• _REQUIRED ACTION_: Only lines containing the string "dict" belong in the answer; copy all of them from the entries.

• _MATERIAL PROVIDED_:

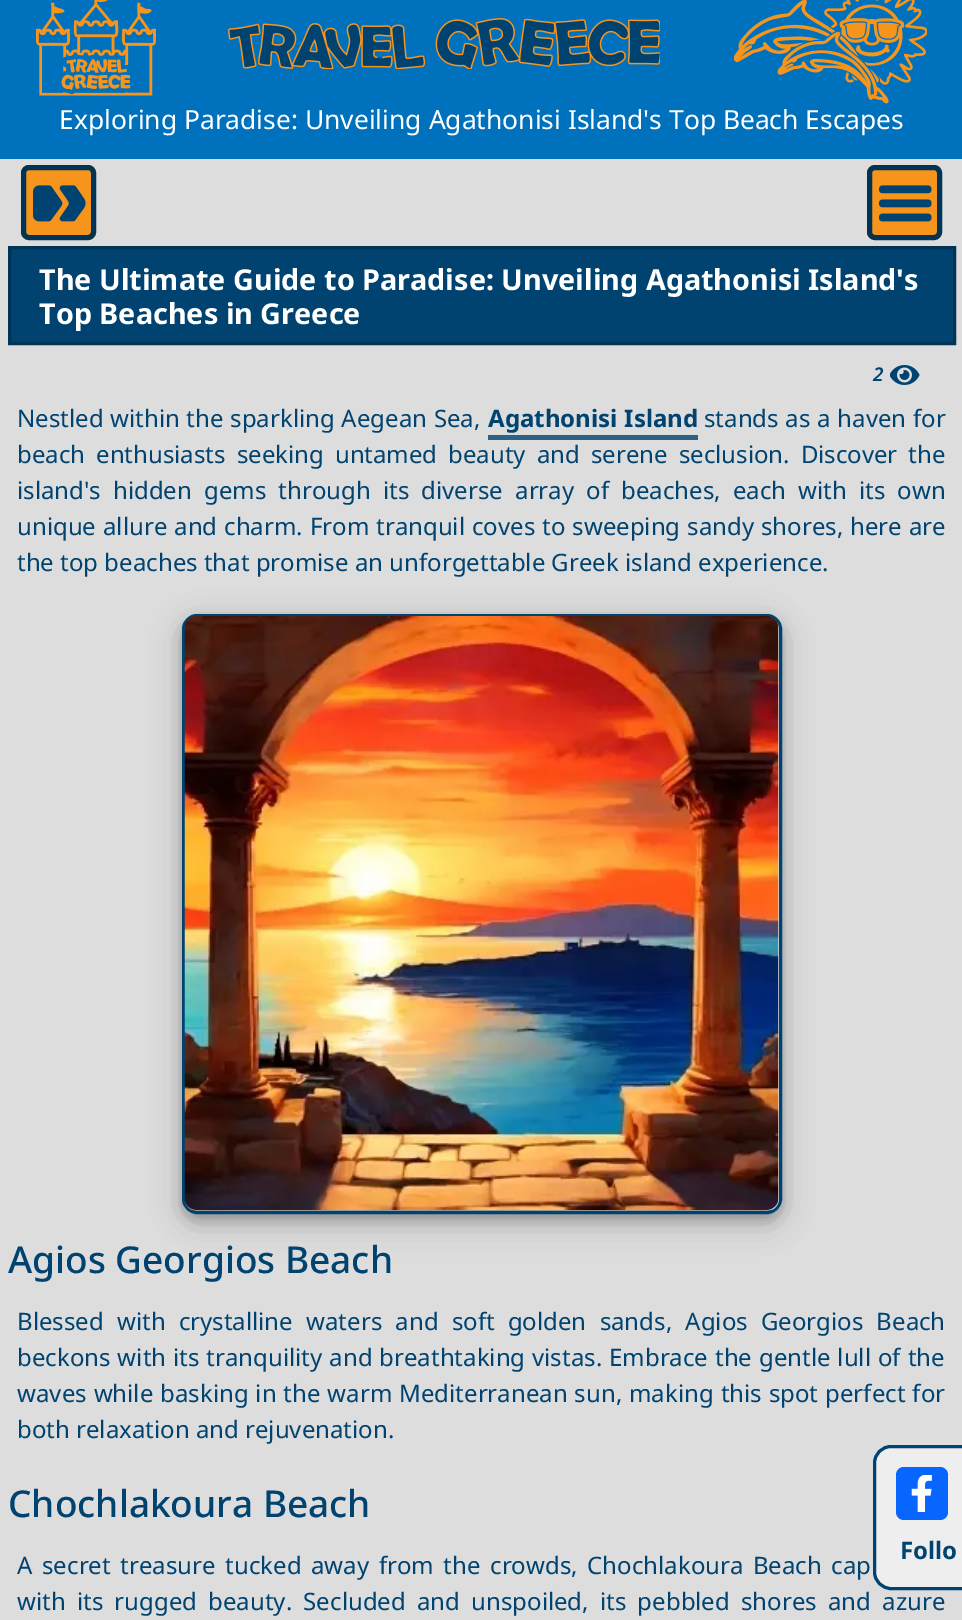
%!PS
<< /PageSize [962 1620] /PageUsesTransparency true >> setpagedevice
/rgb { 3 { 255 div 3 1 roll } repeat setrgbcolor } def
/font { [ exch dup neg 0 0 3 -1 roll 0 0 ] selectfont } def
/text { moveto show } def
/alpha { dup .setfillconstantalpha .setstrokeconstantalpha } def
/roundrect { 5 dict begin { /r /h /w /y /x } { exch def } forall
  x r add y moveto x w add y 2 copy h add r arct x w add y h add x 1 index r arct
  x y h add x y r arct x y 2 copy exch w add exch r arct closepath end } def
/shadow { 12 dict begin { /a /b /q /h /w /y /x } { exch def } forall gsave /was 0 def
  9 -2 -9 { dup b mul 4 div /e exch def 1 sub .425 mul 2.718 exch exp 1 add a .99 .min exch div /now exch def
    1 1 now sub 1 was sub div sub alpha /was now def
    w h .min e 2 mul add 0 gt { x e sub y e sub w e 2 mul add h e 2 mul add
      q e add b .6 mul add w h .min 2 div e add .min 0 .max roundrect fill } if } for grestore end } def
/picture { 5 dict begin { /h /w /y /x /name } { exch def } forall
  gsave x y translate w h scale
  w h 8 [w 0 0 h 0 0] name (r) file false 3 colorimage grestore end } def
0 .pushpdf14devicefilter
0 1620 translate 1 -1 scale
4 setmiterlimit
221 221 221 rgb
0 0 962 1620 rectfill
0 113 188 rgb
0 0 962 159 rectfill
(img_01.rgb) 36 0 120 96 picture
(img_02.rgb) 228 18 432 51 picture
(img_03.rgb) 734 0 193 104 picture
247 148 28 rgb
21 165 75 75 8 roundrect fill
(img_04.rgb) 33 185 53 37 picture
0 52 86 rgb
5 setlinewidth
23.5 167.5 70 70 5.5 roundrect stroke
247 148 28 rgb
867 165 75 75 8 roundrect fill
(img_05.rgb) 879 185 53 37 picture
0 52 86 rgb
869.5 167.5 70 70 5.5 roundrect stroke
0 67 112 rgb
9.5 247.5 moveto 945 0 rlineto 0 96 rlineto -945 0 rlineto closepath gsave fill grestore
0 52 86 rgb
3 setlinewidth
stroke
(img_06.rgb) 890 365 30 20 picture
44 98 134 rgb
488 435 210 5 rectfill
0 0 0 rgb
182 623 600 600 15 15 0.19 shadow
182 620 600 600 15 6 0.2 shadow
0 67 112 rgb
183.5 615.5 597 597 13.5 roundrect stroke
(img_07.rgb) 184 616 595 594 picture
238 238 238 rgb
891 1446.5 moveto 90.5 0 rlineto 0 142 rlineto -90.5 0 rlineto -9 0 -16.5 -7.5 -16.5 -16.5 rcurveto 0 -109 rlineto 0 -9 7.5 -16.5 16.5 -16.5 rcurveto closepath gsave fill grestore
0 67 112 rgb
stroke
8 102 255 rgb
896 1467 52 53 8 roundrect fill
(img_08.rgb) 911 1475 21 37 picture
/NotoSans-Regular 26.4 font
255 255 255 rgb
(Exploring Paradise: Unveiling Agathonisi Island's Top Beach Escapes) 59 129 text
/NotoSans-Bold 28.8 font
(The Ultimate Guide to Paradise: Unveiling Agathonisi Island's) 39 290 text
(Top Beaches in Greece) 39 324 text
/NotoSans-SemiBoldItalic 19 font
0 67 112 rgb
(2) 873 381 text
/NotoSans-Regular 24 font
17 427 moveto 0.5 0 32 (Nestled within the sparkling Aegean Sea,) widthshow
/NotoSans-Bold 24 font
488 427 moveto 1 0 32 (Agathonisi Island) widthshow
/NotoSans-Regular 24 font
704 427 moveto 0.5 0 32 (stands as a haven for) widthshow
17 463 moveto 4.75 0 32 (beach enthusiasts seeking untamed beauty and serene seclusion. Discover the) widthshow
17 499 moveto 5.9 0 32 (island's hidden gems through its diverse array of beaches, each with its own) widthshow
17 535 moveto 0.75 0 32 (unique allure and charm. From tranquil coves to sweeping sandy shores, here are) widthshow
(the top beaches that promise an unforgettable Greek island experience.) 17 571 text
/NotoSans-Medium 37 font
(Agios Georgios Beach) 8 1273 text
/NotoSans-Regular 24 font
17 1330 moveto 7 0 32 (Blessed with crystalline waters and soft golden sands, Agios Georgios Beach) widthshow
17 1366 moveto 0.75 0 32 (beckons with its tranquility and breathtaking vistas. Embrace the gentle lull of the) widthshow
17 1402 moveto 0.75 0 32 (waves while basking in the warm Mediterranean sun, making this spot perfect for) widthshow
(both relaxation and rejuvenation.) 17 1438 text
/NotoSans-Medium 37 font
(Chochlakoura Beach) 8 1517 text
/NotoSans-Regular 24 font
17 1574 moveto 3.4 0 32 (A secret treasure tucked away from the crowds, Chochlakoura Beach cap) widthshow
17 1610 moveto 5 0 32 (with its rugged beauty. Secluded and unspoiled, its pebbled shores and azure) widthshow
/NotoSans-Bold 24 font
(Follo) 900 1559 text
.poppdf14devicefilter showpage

...

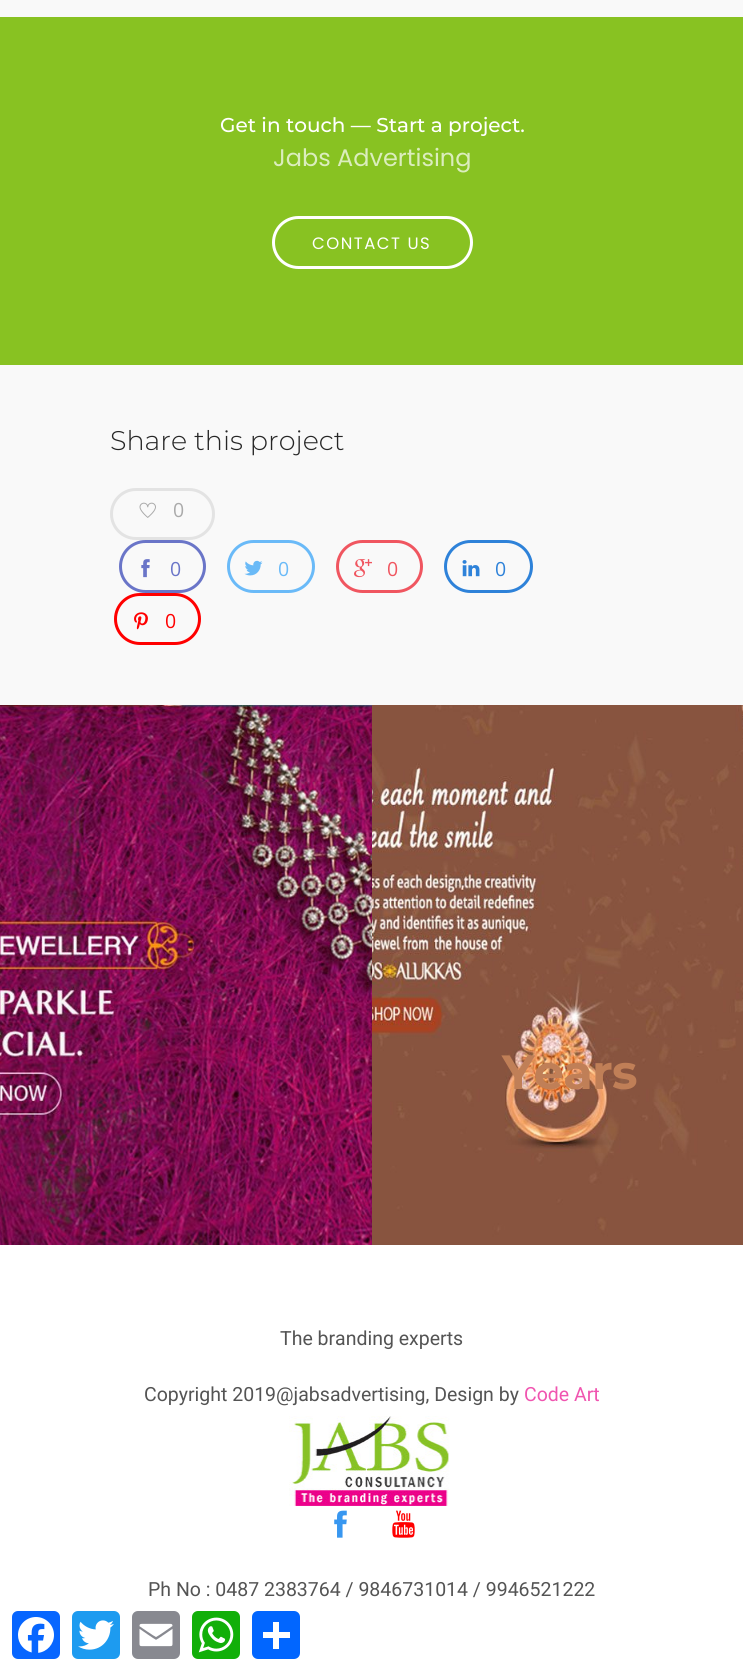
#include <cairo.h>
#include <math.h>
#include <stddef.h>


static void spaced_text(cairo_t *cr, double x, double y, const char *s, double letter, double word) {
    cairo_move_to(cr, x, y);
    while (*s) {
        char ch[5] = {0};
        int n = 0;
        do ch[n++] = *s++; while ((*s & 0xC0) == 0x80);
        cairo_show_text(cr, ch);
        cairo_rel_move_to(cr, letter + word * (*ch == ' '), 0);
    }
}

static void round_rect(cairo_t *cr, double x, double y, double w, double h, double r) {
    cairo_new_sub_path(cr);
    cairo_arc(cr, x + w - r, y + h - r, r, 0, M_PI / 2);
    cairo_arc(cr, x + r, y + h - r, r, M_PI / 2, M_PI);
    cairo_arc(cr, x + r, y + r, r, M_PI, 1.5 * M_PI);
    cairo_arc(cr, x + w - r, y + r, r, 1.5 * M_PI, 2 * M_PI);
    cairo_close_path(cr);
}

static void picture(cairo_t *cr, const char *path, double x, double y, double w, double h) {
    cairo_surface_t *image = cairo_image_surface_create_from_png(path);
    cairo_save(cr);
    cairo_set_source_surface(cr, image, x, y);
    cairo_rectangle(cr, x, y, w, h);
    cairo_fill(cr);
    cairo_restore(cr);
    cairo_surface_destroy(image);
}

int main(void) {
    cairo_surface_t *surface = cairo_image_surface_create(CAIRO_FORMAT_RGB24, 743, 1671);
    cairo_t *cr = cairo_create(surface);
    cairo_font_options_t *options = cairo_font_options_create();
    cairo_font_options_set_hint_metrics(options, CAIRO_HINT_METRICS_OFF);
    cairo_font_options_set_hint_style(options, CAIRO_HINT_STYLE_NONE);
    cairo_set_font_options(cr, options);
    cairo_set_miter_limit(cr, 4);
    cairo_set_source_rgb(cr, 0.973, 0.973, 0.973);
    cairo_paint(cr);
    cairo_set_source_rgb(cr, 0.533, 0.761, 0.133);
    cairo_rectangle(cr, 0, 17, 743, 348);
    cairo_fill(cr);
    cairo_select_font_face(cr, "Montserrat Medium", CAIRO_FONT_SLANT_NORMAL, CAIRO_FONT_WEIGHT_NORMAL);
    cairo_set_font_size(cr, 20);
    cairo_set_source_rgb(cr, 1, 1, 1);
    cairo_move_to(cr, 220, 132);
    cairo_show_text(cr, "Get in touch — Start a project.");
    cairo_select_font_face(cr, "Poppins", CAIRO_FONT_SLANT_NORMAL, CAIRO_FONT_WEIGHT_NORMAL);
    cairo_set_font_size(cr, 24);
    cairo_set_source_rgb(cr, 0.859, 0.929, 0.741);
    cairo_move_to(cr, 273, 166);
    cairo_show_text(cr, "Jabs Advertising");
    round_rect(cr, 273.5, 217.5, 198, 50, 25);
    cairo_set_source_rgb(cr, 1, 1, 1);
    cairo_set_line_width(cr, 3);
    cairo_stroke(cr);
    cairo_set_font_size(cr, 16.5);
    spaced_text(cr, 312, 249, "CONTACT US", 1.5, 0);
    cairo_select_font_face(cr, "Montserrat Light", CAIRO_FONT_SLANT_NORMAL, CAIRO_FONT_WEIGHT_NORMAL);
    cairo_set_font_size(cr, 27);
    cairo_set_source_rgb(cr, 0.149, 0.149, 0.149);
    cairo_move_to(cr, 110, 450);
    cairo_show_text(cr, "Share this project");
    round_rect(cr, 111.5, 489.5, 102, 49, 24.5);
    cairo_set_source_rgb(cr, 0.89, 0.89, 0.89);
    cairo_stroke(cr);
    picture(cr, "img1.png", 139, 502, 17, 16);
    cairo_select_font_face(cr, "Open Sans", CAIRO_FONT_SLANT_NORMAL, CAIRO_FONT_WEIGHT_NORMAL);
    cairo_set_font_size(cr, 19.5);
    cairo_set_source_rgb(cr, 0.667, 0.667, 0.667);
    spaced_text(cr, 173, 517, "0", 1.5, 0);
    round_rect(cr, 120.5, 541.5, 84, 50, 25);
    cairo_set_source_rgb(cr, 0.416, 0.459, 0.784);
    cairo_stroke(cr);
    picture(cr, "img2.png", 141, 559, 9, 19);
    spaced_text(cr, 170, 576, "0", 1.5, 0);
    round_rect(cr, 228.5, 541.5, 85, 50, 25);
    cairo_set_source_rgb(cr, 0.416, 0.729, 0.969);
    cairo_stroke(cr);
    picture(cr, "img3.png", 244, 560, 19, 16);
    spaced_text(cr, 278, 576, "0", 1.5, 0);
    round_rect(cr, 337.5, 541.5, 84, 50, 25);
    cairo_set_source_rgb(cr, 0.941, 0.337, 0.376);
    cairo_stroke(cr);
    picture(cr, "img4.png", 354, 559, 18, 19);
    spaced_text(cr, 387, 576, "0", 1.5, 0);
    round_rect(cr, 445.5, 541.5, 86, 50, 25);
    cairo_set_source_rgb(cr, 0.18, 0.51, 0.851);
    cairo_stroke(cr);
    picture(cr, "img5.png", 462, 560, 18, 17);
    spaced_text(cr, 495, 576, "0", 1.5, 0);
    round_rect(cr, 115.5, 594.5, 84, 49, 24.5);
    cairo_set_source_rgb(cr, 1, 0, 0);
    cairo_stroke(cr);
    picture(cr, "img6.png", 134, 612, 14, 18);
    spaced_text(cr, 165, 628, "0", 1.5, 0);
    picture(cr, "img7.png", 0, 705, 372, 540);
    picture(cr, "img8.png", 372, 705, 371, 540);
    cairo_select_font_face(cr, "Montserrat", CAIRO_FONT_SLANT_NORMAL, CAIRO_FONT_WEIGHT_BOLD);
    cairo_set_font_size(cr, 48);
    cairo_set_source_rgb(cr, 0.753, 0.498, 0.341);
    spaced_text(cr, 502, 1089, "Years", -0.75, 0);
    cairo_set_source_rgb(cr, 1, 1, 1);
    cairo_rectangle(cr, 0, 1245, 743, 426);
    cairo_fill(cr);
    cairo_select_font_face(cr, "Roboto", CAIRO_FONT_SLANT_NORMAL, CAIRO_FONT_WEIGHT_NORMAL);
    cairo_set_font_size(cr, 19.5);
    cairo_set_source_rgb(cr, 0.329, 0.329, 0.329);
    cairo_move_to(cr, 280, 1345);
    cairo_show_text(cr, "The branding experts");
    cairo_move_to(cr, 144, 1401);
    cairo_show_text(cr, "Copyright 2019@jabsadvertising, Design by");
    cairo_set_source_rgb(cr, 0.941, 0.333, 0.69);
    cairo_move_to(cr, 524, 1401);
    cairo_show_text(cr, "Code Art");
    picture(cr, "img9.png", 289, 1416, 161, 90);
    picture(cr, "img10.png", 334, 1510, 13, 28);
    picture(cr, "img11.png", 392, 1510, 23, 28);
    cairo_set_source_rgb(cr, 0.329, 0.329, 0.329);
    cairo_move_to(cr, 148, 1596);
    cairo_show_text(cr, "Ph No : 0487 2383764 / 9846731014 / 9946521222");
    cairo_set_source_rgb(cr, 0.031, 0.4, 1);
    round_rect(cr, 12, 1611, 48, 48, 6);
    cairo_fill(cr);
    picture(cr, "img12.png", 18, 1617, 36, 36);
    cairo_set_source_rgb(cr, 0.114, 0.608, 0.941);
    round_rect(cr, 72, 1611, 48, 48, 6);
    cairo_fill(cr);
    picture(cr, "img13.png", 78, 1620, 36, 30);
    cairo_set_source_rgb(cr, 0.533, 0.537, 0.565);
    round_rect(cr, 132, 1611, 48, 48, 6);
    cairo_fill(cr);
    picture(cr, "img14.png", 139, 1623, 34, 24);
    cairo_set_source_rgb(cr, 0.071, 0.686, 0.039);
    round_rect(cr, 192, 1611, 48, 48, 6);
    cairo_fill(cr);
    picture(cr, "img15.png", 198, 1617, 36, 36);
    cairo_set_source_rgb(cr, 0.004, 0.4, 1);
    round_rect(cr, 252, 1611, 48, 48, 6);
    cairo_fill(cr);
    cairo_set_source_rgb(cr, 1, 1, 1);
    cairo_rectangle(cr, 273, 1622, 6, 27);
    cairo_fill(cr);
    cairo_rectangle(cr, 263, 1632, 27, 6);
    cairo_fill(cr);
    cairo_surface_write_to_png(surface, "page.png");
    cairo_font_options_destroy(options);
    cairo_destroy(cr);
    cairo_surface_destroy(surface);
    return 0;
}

• _RESPONSE BELOW_:
/roundrect { 5 dict begin { /r /h /w /y /x } { exch def } forall
/shadow { 12 dict begin { /a /b /q /h /w /y /x } { exch def } forall gsave /was 0 def
/picture { 5 dict begin { /h /w /y /x /name } { exch def } forall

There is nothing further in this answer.